John Stenbeck lists 5 planning activities that can be used to get teams to work together to generate new ideas.

1. Brainstorming

This is used to generate a large number of ideas which are later whittled down to a smaller set after being analyzed through a set of criteria.    The most important thing to remember is that the brainstorming activity and the filtering activity need to be done separately, because they involved two different modes of thinking, open mode vs. closed mode.

Open mode thinking is about generating ideas creatively by turning off the critical voices which say “oh, that’s no good”, or “oh, that won’t work.”

Many typical approaches to brainstorming are:

  1. Free-for-all, where participants randomly call out any idea that crosses their mind
  2. Silent idea generation, where participants write down silently their individual ideas, which are then shared with the group
  3. Round-robin, where participants call out an idea one by one in a circle (as opposed to randomly as in the free-for-all)

2. Ishikawa (fishbone) diagrams

This is used for identifying potential causes of errors or defects, or the potential source of problems.   The problem to be addressed goes at the “head” of the fishbone diagram, and the “spines” along the fish skeleton represent the primary categories of causes, and the bones along each spine represent specific potential causes or symptoms of the problem that belong to each category.

3. Force field analysis

Force field analysis was developed in the 1940s by an American social psychologist named Kurt Lewin.  But the more I read about the technique, it reminded me of a technique Ben Franklin described in his autobiography whenever it came time to make a tough decision.  He described it as follows:

.. my Way is, to divide half a Sheet of Paper by a Line into two Columns, writing over the one Pro, and over the other Con. Then during three or four Days Consideration I put down under the different Heads short Hints of the different Motives that at different Times occur to me for or against the Measure. When I have thus got them all together in one View, I endeavour to estimate their respective Weights; and where I find two, one on each side, that seem equal, I strike them both out: If I find a Reason pro equal to some two Reasons con, I strike out the three.

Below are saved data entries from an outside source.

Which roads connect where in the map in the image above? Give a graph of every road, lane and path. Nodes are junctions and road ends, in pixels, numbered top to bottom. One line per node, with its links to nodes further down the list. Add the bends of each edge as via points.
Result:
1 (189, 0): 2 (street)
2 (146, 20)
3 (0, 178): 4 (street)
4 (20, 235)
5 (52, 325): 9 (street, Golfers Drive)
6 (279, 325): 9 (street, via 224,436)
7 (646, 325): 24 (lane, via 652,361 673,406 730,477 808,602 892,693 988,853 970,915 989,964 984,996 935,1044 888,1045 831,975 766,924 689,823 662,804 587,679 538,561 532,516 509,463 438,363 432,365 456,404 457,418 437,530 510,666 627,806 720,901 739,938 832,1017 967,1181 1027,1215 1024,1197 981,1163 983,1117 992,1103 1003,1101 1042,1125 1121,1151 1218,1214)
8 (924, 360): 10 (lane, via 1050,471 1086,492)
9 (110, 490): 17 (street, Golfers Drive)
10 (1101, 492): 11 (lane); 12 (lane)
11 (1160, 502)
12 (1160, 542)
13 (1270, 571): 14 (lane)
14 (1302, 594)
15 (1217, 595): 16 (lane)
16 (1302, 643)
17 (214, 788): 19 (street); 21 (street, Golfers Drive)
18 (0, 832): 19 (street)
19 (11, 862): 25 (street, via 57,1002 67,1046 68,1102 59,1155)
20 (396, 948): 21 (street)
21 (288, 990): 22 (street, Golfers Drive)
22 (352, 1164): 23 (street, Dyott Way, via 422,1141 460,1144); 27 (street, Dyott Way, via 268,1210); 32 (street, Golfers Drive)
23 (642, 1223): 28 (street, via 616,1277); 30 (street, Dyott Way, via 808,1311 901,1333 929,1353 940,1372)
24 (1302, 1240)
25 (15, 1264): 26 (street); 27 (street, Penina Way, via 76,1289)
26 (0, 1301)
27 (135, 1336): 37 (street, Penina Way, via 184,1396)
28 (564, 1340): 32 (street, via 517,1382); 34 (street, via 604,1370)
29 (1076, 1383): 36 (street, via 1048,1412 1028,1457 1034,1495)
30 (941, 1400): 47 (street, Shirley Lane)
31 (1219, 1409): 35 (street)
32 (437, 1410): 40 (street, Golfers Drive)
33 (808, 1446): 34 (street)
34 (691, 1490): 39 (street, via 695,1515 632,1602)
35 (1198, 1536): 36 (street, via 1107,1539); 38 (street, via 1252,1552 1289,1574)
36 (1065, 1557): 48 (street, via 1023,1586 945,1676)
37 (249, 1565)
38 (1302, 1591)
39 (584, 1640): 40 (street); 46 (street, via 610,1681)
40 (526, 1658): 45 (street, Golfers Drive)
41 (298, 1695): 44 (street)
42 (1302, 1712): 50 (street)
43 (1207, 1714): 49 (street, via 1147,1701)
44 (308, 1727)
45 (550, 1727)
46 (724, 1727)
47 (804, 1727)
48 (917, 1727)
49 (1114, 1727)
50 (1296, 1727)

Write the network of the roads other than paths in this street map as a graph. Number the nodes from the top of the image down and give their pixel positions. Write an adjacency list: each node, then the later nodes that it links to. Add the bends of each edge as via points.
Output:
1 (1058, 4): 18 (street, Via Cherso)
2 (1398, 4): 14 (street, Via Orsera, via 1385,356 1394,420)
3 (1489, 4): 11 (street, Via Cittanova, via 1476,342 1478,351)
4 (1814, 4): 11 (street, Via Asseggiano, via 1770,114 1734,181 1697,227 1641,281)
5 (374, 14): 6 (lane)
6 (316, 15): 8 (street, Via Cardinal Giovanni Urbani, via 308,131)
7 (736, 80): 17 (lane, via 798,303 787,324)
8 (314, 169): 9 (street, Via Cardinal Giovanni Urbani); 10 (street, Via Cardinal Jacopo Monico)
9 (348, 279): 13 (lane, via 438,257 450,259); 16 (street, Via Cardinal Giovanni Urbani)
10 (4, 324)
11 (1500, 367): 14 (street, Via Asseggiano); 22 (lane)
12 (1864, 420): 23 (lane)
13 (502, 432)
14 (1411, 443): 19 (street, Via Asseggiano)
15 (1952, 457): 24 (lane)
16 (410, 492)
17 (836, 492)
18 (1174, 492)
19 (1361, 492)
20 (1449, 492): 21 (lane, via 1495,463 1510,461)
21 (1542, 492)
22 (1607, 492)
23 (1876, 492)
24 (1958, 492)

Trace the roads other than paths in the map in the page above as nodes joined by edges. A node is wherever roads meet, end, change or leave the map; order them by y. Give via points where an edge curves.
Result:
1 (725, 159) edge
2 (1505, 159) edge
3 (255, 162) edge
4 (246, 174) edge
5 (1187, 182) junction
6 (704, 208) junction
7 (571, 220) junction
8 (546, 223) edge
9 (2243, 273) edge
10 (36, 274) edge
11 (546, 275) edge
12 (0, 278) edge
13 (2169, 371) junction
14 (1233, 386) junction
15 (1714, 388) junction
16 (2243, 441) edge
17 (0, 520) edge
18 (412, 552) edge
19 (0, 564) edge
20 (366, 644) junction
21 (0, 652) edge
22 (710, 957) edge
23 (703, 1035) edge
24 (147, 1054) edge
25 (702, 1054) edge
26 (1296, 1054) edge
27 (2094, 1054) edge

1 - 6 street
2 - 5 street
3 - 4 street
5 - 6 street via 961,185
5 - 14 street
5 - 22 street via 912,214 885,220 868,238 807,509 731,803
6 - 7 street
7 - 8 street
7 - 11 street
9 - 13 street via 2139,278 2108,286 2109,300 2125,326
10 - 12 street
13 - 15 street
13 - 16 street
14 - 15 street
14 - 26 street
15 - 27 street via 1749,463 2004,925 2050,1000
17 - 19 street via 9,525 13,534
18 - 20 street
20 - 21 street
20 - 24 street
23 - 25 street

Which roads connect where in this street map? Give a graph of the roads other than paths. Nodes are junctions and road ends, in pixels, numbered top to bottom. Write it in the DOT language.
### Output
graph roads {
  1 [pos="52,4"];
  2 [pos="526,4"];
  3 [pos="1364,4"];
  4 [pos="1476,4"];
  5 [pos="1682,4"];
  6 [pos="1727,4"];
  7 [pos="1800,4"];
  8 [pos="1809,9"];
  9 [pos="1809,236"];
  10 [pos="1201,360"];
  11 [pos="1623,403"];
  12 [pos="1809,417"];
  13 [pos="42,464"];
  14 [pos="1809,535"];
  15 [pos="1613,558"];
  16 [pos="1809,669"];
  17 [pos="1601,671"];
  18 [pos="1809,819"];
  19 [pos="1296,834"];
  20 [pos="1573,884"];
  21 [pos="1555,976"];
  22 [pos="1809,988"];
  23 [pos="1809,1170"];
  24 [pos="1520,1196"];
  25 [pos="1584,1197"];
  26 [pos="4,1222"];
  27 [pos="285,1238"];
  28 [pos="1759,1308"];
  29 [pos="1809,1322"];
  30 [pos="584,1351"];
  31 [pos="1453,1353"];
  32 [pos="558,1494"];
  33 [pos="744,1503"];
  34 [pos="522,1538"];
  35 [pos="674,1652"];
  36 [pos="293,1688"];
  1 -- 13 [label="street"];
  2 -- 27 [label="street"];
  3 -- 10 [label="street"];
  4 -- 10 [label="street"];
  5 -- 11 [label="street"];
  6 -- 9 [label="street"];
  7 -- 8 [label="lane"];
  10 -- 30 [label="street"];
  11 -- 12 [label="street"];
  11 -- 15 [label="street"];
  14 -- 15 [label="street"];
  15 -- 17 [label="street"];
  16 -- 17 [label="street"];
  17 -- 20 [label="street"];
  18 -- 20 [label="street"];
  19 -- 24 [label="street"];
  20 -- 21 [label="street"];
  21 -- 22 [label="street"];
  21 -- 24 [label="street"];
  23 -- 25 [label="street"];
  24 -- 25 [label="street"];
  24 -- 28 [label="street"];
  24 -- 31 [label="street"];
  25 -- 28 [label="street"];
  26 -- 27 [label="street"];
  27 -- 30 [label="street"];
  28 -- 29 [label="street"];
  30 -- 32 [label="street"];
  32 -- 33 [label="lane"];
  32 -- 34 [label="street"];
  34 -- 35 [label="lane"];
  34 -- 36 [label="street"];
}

If I judge some two Reasons con equal to some three Reasons pro, I strike out the five; and thus proceeding I find at length where the Ballance lies; and if after a Day or two of farther Consideration nothing new that is of Importance occurs on either side, I come to a Determination accordingly.

The issue or problem is listed at the top of the diagram, and then the desired state or solution to the issue or problem is listed underneath it.  Then those factors which would drive the team towards a solution are listed on one side, whereas those factors which would restrain the team from that solution are listed on the other.   Those factors which the team is able to influence, either to enhance the driving forces or reduce the inhibiting forces, are listed and plans made for the team to implement them.

4.  Prioritize with dots

When there is a backlog and a decision must be made which items need to be done first and which need to be dropped altogether, a good exercise to do is to prioritize with dots.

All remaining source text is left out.